Roger Kasparian on location with Francoise Hardy.
It is a complete treat to be able to introduce you to the work of mid-sixties French photographer Roger Kasparian. Roger’s story is the one you always hope for as a gallery owner: a previously undiscovered archive full of gems from arguably the most important decade in the history of contemporary pop culture, on show for the very first time.
I couldn’t put it better than the Financial Times’s esteemed art critic Jackie Wullschlager, who reviewed the work in the FT and called it “an irresistible evocation of time, place and the fleetingness of youth and fame.”
Who is Roger Kasparian?
Roger was working in Paris at the height of the sixties beat boom, and his subjects included the A-List of sixties pop culture: The Beatles, The Rolling Stones, The Who, Marianne Faithfull, The Beach Boys, Serge Gainsbourg, Francoise Hardy and many more. Then, in 1970, Roger took over his father’s photographic studio, put the showbiz world behind him, and became a typical local photographer. He took pictures of marriages, birthdays and municipal councils while his classic 1960s music archive lay undisturbed – for fifty years.
I am delighted that we are finally able to put Roger’s work under the spotlight it deserves. Unpublished Beatles and Stones pieces are always special, but stand-outs for me are the fabulous shots of The Who, the beautiful Marianne Faithfull close up, and the live portrait of The Beach Boys.
The French press in particular have been going crazy for Roger Kasparian, calling him their Sugarman, in a nod to Rodriguez, and a book and a film are now out about his early work. Crazy stuff.

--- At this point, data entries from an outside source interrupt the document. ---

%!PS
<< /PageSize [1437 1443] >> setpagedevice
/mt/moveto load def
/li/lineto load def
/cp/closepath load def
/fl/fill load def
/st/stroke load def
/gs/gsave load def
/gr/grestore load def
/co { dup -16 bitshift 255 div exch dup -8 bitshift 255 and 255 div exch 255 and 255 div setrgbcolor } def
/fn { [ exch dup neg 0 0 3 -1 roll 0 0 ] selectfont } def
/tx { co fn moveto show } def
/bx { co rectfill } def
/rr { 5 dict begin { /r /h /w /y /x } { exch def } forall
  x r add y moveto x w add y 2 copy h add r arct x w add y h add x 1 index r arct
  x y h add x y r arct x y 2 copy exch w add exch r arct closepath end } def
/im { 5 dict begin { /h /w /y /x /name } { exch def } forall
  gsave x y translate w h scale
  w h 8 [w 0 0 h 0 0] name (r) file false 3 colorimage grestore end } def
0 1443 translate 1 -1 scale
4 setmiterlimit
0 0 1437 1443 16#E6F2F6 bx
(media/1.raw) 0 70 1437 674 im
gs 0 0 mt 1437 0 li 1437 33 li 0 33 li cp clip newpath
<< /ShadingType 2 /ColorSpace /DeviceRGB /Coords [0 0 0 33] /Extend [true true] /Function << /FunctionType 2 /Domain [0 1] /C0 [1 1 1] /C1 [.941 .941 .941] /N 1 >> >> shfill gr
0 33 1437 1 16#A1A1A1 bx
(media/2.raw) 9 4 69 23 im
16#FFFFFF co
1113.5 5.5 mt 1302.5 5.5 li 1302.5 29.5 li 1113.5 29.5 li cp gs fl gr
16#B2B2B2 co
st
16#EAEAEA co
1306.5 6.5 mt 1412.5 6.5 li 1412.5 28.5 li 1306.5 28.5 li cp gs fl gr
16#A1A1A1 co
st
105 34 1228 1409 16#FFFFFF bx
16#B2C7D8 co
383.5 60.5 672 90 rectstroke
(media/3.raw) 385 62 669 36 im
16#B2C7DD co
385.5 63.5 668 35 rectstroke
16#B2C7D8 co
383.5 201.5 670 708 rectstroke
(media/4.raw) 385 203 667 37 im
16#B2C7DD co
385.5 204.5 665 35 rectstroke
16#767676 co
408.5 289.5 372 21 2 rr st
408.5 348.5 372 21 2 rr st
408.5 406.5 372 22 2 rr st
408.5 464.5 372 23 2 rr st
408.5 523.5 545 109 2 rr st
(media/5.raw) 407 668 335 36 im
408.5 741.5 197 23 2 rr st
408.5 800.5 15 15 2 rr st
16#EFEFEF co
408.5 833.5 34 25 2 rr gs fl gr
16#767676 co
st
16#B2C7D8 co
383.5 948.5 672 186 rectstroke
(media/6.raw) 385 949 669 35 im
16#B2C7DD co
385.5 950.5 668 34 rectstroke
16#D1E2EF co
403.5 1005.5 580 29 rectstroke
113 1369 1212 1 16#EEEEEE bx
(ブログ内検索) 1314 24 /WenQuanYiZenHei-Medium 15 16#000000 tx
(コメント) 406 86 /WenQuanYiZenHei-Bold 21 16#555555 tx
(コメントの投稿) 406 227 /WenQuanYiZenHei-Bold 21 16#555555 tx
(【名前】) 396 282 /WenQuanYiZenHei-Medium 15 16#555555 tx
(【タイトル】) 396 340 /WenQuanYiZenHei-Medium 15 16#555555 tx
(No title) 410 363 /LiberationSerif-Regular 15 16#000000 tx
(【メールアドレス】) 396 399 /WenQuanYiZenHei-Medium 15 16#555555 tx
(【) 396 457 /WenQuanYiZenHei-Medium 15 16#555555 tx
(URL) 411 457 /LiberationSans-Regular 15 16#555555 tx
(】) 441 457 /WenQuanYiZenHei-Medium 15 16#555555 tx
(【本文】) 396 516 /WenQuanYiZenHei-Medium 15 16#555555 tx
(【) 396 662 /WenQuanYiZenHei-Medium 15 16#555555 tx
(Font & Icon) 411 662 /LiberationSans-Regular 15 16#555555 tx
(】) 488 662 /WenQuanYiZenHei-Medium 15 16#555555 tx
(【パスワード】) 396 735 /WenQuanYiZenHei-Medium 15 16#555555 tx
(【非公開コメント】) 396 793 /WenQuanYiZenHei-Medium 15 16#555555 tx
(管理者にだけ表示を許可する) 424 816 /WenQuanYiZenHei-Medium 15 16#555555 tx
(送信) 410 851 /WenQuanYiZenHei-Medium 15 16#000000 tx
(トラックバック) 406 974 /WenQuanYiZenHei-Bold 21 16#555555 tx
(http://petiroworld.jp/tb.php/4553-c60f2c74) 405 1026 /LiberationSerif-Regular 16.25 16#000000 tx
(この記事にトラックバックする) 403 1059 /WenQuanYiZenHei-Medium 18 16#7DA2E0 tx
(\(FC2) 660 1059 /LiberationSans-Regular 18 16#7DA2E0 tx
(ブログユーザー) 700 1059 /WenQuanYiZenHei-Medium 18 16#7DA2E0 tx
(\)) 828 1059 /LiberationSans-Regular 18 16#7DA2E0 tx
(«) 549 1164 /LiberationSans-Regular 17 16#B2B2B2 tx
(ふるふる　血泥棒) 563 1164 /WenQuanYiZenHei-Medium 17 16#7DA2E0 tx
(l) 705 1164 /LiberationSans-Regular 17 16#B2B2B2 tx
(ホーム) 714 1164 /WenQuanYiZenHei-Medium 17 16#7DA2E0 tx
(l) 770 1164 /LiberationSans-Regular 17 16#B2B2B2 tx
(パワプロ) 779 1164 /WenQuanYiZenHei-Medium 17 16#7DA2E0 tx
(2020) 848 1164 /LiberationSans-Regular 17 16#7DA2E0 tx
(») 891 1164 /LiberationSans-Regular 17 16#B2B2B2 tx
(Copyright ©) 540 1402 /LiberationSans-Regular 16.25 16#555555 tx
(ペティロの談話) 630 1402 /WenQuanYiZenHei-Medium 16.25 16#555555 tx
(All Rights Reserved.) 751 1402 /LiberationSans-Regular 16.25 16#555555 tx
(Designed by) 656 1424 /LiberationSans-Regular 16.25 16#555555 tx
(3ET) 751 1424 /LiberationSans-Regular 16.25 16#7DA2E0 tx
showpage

Now you can own a little piece of the sugar.
Scroll down to view the selection of limited editions.
“An irresistible evocation of time, place and the fleetingness of youth and fame.”

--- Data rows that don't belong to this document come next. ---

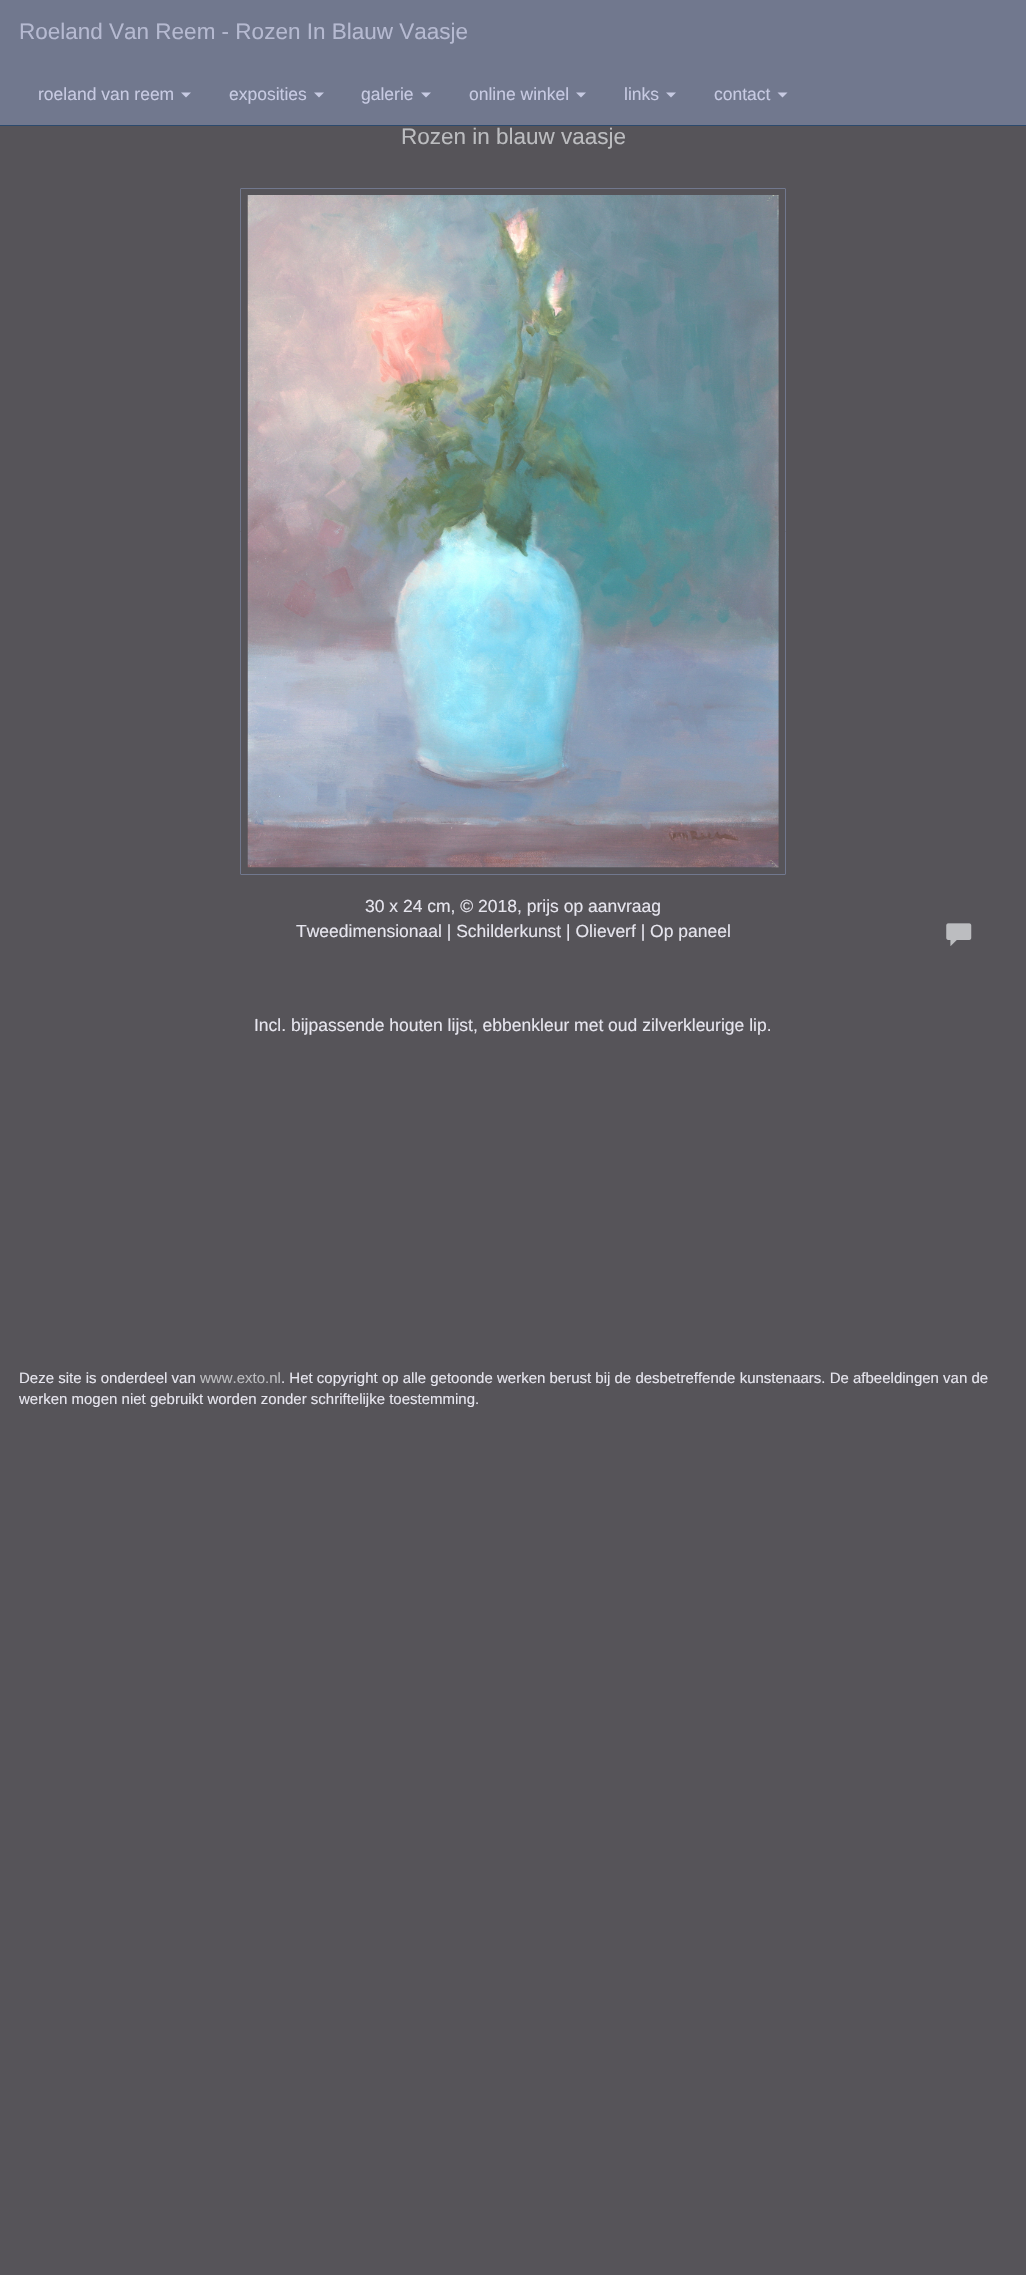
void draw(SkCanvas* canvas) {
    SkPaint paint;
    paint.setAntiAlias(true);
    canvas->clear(0xFF565459);
    paint.setColor(0xFF71788E);
    canvas->drawRect(SkRect::MakeXYWH(0, 0, 1026, 125), paint);
    paint.setColor(0xFF2C4A6D);
    canvas->drawRect(SkRect::MakeXYWH(0, 125, 1026, 1), paint);
    SkFont font1(fontMgr->matchFamilyStyle("Liberation Sans", SkFontStyle::Normal()), 22.5f);
    font1.setSubpixel(true);
    paint.setColor(0xFFB6BAD1);
    canvas->drawString("Roeland Van Reem - Rozen In Blauw Vaasje", 19, 39, font1, paint);
    SkFont font2(fontMgr->matchFamilyStyle("Liberation Sans", SkFontStyle::Normal()), 17.5f);
    font2.setSubpixel(true);
    paint.setColor(0xFFC7CAE2);
    canvas->drawString("roeland van reem", 38, 100, font2, paint);
    canvas->drawPath(SkPathBuilder().moveTo(181, 92.5f).lineTo(191, 92.5f).lineTo(186, 97.5f).close().detach(), paint);
    canvas->drawString("exposities", 229, 100, font2, paint);
    canvas->drawPath(SkPathBuilder().moveTo(314, 92.5f).lineTo(324, 92.5f).lineTo(319, 97.5f).close().detach(), paint);
    canvas->drawString("galerie", 361, 100, font2, paint);
    canvas->drawPath(SkPathBuilder().moveTo(421, 92.5f).lineTo(431, 92.5f).lineTo(426, 97.5f).close().detach(), paint);
    canvas->drawString("online winkel", 469, 100, font2, paint);
    canvas->drawPath(SkPathBuilder().moveTo(576, 92.5f).lineTo(586, 92.5f).lineTo(581, 97.5f).close().detach(), paint);
    canvas->drawString("links", 624, 100, font2, paint);
    canvas->drawPath(SkPathBuilder().moveTo(666, 92.5f).lineTo(676, 92.5f).lineTo(671, 97.5f).close().detach(), paint);
    canvas->drawString("contact", 714, 100, font2, paint);
    canvas->drawPath(SkPathBuilder().moveTo(777.5f, 92.5f).lineTo(787.5f, 92.5f).lineTo(782.5f, 97.5f).close().detach(), paint);
    paint.setColor(0xFFBCBDC0);
    canvas->drawString("Rozen in blauw vaasje", 401, 144, font1, paint);
    paint.setStyle(SkPaint::kStroke_Style);
    paint.setStrokeWidth(1);
    paint.setColor(0xFF71788E);
    canvas->drawRoundRect(SkRect::MakeXYWH(240.5f, 188.5f, 545, 686), 0.5f, 0.5f, paint);
    canvas->drawImageRect(SkImages::DeferredFromEncodedData(SkData::MakeFromFileName("img1.png")), SkRect::MakeXYWH(247, 195, 532, 673), SkSamplingOptions());
    paint.setStyle(SkPaint::kFill_Style);
    paint.setColor(0xFFE6E5EE);
    canvas->drawString("30 x 24 cm, © 2018, prijs op aanvraag", 365, 912, font2, paint);
    canvas->drawString("Tweedimensionaal | Schilderkunst | Olieverf | Op paneel", 296, 937, font2, paint);
    canvas->drawImageRect(SkImages::DeferredFromEncodedData(SkData::MakeFromFileName("img2.png")), SkRect::MakeXYWH(946, 923, 26, 23), SkSamplingOptions());
    canvas->drawString("Incl. bijpassende houten lijst, ebbenkleur met oud zilverkleurige lip.", 254, 1031, font2, paint);
    SkFont font3(fontMgr->matchFamilyStyle("Liberation Sans", SkFontStyle::Normal()), 15);
    font3.setSubpixel(true);
    canvas->drawString("Deze site is onderdeel van", 19, 1383, font3, paint);
    paint.setColor(0xFFBCBDC0);
    canvas->drawString("www.exto.nl", 200, 1383, font3, paint);
    paint.setColor(0xFFE6E5EE);
    canvas->drawString(". Het copyright op alle getoonde werken berust bij de desbetreffende kunstenaars. De afbeeldingen van de", 281, 1383, font3, paint);
    canvas->drawString("werken mogen niet gebruikt worden zonder schriftelijke toestemming.", 19, 1404, font3, paint);
}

Jackie Wullschlager, Financial Times
Serge Gainsbourg
Serge Gainsbourg profile, Place Victor Hugo, Paris, winter 1963
Serge Gainsbourg, photographed by Roger Kasparian in the winter of 1963 on Place Victor Hugo in Paris. You get two classic takes on French architecture in this photograph. To the left of centre, in sharp focus, the instantly recognisable Gallic profile of Serge Gainsbourg, dressed in black and grasping at the top of his winter coat, and just right of centre, two blocks of grand Parisian buildings and rows of traffic converge into a snowy, soft focus vanishing point. Brilliant.
The Beatles
The Beatles, in line, Palais Des Sports de Paris, 20 June 1965
This Beatles photograph from their concert on 20 June 1965 is a very rare beast. I didn’t actually realise it was so rare until a Beatles uber-aficionado pointed this out to me – but photographs of George with a twelve string Rickenbacker are impossibly difficult to find. I never knew. Personally, I had been loving this one because of the band’s linear formation, each one doing his individual thing, and John really belting out his vocal.